Only the pictures are to be left out; return the rest of the data exactly as it stands.

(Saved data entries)

--------

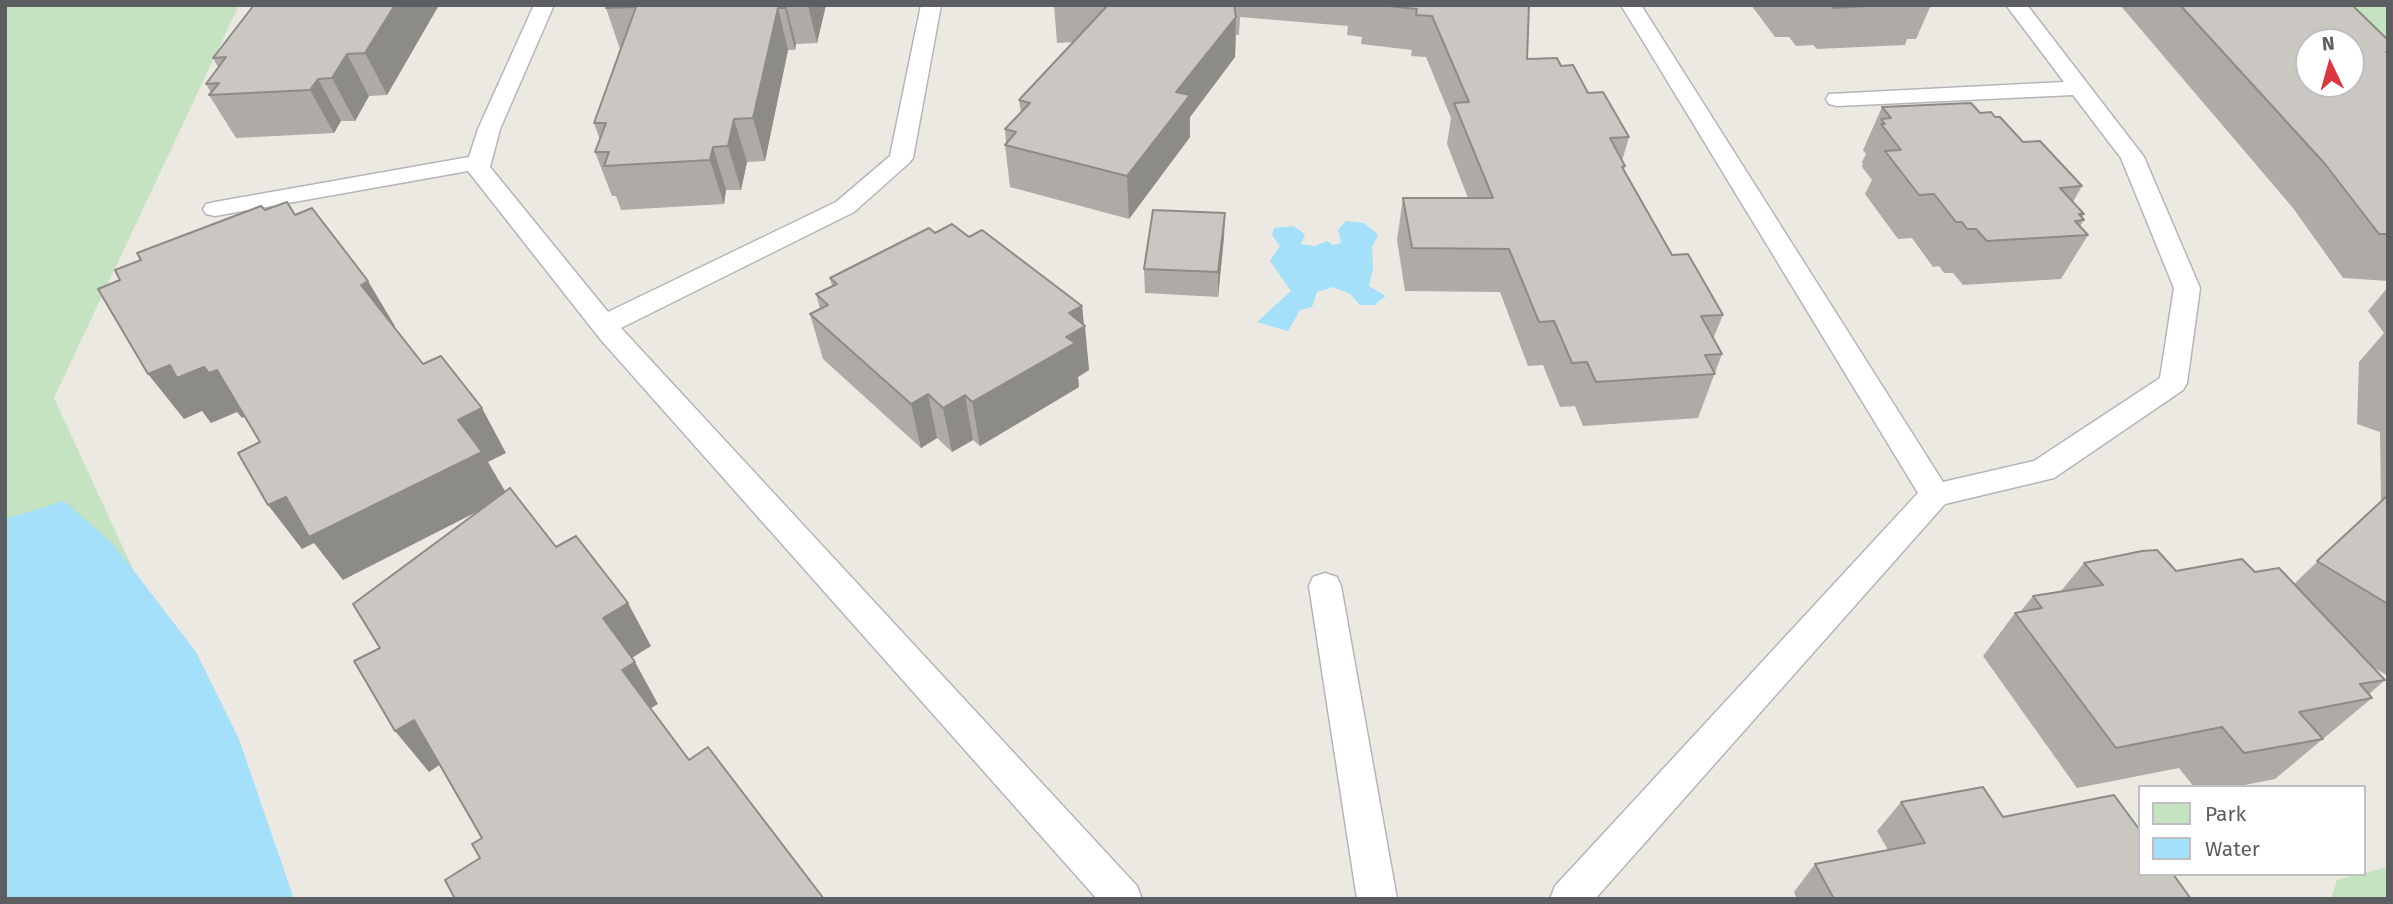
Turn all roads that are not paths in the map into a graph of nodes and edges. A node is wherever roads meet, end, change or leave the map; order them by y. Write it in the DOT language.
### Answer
graph roads {
  1 [pos="544,5"];
  2 [pos="931,5"];
  3 [pos="1631,5"];
  4 [pos="2016,5"];
  5 [pos="2079,88"];
  6 [pos="1837,99"];
  7 [pos="480,162"];
  8 [pos="215,209"];
  9 [pos="604,325"];
  10 [pos="1935,495"];
  11 [pos="1325,586"];
  12 [pos="1123,899"];
  13 [pos="1377,899"];
  14 [pos="1569,899"];
  1 -- 7 [label="lane"];
  2 -- 9 [label="lane"];
  3 -- 10 [label="lane"];
  4 -- 5 [label="lane"];
  5 -- 6 [label="lane"];
  5 -- 10 [label="lane"];
  7 -- 8 [label="lane"];
  7 -- 9 [label="lane"];
  9 -- 12 [label="lane"];
  10 -- 14 [label="lane"];
  11 -- 13 [label="lane"];
}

--------

Reply to the exercise:
Turn all roads that are not paths in the map into a graph of nodes and edges. A node is wherever roads meet, end, change or leave the map; order them by y. Write it in the DOT language.
### Answer
graph roads {
  1 [pos="544,5"];
  2 [pos="931,5"];
  3 [pos="1631,5"];
  4 [pos="2016,5"];
  5 [pos="2079,88"];
  6 [pos="1837,99"];
  7 [pos="480,162"];
  8 [pos="215,209"];
  9 [pos="604,325"];
  10 [pos="1935,495"];
  11 [pos="1325,586"];
  12 [pos="1123,899"];
  13 [pos="1377,899"];
  14 [pos="1569,899"];
  1 -- 7 [label="lane"];
  2 -- 9 [label="lane"];
  3 -- 10 [label="lane"];
  4 -- 5 [label="lane"];
  5 -- 6 [label="lane"];
  5 -- 10 [label="lane"];
  7 -- 8 [label="lane"];
  7 -- 9 [label="lane"];
  9 -- 12 [label="lane"];
  10 -- 14 [label="lane"];
  11 -- 13 [label="lane"];
}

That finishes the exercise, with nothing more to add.